No conviene, sin embargo, confundir soledad con solitud. La soledad es aquella situación donde el individuo se encuentra voluntariamente aislado, desconectado de la realidad que le rodea para realizar un ejercicio de introspección, mientras la solitud es aquella situación involuntaria donde el individuo se encuentra desconectado de la realidad que le rodea y esto le provoca una situación de dolor, desamparo y, en el peor de los casos, vacío existencial. En el campo de la solitud encontramos contribuciones como la de Michel de Montaigne, valoraban la solitud como un estado mental de plenitud, porque se libraba de las restricciones humanas y era un estado donde la mente podía expandirse en sus capacidades. Según el filósofo francés, la solitud pertenece al mundo privado de los recuerdos, y no a la memoria, y es el estado en el que más podemos hacer crecer la imaginación. Por tanto, estar solo no siempre debe representar una situación dolorosa, pero estarlo sin voluntad puede tener consecuencias extremadamente dolorosas para el individuo y también para su comunidad.

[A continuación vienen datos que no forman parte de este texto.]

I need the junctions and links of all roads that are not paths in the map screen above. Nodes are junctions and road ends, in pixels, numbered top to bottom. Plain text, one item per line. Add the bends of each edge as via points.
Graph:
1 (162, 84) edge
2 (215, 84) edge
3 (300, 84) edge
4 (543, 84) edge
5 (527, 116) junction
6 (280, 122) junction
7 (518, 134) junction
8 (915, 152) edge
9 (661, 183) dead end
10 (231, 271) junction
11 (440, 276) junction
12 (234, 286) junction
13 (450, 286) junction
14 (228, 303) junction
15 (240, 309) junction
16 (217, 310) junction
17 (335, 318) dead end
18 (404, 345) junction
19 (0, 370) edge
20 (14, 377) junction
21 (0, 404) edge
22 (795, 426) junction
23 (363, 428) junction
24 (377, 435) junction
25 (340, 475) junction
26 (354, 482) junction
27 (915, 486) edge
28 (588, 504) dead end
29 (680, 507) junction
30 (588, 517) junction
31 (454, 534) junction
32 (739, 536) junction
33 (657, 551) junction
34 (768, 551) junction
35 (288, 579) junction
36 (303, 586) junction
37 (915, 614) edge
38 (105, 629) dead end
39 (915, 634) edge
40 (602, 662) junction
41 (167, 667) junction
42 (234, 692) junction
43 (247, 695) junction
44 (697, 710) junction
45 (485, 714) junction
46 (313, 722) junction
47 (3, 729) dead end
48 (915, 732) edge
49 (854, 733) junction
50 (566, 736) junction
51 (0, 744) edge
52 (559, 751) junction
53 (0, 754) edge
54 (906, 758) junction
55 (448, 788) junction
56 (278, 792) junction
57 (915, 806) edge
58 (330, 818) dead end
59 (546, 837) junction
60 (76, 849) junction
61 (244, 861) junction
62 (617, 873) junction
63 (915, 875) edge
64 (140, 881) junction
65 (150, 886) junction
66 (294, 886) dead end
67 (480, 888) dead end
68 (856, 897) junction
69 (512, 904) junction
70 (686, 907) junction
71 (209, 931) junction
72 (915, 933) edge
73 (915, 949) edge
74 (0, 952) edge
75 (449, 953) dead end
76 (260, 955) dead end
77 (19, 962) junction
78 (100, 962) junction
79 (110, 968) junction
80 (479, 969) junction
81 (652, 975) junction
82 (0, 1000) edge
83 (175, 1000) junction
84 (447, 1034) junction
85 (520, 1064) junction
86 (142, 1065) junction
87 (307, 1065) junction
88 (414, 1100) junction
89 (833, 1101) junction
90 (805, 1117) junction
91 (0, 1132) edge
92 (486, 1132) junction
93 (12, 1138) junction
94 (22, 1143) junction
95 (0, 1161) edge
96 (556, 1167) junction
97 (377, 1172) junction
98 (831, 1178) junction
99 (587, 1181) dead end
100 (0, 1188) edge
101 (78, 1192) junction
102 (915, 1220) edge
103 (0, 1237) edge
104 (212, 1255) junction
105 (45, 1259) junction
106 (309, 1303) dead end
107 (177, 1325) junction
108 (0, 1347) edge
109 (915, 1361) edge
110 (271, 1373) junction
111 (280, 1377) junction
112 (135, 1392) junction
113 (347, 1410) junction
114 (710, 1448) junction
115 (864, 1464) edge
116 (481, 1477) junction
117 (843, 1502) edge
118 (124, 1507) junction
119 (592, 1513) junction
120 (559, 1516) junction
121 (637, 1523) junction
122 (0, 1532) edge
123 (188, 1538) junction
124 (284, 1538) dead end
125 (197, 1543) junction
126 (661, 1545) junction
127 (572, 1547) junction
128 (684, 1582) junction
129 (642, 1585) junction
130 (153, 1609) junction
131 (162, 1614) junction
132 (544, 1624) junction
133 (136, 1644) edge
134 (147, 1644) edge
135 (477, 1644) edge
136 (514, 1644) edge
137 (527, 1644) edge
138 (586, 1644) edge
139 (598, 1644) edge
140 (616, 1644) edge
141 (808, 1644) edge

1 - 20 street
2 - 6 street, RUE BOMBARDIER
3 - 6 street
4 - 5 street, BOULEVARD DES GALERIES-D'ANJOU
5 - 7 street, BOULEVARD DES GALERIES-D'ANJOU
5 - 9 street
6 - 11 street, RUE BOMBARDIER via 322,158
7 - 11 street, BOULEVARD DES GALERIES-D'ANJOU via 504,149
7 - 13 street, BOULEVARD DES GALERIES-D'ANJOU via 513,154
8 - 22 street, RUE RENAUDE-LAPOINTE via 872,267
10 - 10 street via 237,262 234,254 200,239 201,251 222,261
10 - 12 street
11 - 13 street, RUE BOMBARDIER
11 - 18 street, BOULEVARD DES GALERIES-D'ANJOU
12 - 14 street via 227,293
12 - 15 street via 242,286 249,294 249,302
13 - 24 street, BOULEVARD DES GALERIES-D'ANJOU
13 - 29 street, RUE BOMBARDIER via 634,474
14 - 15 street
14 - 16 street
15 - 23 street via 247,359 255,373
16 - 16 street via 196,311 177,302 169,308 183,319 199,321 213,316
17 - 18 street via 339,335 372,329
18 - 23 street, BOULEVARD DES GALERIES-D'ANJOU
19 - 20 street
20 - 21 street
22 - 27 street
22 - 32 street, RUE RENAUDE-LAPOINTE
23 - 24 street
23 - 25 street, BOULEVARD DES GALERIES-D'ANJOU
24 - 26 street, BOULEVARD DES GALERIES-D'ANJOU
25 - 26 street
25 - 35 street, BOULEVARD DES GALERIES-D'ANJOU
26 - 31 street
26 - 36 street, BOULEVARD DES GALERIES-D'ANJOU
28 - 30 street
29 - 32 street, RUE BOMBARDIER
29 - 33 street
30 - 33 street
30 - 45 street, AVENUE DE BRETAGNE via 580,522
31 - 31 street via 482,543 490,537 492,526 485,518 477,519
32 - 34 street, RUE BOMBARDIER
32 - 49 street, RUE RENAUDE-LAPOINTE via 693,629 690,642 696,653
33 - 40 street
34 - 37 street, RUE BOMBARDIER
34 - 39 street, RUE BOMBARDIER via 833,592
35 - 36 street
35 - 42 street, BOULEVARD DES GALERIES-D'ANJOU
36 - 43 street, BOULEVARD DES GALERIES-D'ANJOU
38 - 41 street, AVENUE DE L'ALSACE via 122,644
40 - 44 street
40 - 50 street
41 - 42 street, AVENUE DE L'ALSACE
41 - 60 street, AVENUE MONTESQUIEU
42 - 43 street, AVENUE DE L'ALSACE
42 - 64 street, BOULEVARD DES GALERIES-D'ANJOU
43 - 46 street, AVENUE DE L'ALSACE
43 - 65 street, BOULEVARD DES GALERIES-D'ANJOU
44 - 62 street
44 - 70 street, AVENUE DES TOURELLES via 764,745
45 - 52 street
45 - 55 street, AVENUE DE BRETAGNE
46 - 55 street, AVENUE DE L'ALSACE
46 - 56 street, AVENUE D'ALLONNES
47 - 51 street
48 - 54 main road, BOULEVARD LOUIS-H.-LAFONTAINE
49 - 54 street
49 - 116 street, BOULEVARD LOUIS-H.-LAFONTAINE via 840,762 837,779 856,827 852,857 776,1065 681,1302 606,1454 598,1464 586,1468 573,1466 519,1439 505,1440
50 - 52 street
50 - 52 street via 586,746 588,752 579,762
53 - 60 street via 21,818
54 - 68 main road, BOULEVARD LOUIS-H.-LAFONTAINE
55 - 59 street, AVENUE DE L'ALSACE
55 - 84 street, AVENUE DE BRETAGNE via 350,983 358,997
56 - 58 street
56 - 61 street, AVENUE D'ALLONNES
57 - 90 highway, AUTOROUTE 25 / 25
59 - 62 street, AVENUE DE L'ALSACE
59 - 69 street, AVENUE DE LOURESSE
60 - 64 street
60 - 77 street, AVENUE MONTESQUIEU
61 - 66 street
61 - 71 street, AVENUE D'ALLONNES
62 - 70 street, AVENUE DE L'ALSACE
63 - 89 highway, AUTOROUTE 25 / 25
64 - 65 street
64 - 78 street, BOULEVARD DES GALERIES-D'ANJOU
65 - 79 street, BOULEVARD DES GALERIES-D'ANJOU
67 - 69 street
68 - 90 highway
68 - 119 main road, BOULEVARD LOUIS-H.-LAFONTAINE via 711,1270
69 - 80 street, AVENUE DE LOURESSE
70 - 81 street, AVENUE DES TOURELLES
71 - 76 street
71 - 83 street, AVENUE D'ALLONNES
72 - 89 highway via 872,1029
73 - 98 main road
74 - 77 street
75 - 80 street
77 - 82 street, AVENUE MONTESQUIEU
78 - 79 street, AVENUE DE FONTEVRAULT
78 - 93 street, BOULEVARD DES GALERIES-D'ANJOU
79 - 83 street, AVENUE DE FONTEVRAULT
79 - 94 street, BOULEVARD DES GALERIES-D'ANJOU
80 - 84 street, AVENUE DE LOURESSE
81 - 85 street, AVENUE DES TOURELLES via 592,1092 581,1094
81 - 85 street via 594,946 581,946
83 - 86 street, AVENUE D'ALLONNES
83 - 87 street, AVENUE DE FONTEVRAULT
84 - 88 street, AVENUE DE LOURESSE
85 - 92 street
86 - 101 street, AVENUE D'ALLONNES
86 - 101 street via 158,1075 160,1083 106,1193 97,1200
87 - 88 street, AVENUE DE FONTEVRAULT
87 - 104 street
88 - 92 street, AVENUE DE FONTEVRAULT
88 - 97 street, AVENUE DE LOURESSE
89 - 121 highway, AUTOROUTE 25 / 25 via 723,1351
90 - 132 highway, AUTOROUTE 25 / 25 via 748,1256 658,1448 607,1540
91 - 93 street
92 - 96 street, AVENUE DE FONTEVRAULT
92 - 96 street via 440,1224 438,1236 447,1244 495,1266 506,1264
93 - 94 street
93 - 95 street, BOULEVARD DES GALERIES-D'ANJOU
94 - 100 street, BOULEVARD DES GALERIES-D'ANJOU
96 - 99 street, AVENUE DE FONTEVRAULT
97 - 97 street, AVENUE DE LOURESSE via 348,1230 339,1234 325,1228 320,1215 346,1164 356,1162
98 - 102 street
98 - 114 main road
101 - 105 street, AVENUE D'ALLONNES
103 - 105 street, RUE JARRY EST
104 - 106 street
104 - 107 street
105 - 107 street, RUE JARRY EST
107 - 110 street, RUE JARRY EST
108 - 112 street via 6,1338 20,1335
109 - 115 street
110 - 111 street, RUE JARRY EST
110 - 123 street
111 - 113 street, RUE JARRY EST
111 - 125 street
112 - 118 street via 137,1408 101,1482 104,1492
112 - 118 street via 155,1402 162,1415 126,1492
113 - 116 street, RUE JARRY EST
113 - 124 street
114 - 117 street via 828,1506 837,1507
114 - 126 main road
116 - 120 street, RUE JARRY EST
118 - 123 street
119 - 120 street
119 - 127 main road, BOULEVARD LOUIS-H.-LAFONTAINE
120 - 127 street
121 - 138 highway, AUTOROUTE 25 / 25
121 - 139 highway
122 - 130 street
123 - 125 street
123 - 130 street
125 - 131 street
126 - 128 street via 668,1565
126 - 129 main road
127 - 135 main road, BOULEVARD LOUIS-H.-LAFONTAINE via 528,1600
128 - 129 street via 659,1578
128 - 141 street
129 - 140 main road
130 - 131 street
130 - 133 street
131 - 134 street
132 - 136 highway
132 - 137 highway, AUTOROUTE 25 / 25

Según Schopenhauer, los seres humanos somos como los erizos: necesitamos el calor de las personas que nos rodean, pero si nos acercamos demasiado, nos hacemos daño con nuestros pinchos
Por este motivo, la teoría de los erizos de Arthur Schopenhauer es la que encuentra la justa medida entre la capacidad de introspección y la pertenencia a la comunidad. Según el filósofo, los seres humanos somos como los erizos: necesitamos el calor de las personas que nos rodean, pero si nos acercamos demasiado, nos hacemos daño con nuestros pinchos. Por este motivo, es necesario mantener una justa distancia que nos permita la creatividad de la solitud pero el calor para evitar la soledad.
La soledad es un reto social que necesita respuestas colectivas que provean a las personas de espacios de calor y sentido de pertenencia a la comunidad, pero la solitud debe ser alentada para permitir que todos tengamos un espacio donde estar con nosotros mismos y trabajar la introspección. Ante la crisis de comunidad y confort debemos escuchar los nuevos espacios emergentes que están surgiendo para paliar la soledad: las nuevas comunidades online, las agrupaciones feministas y/o LGBTI+ o incluso los grupos de fans nos pueden aportar ideas para generar nuevos lazos y crear nuevos pequeños refugios contra el frío del individualismo.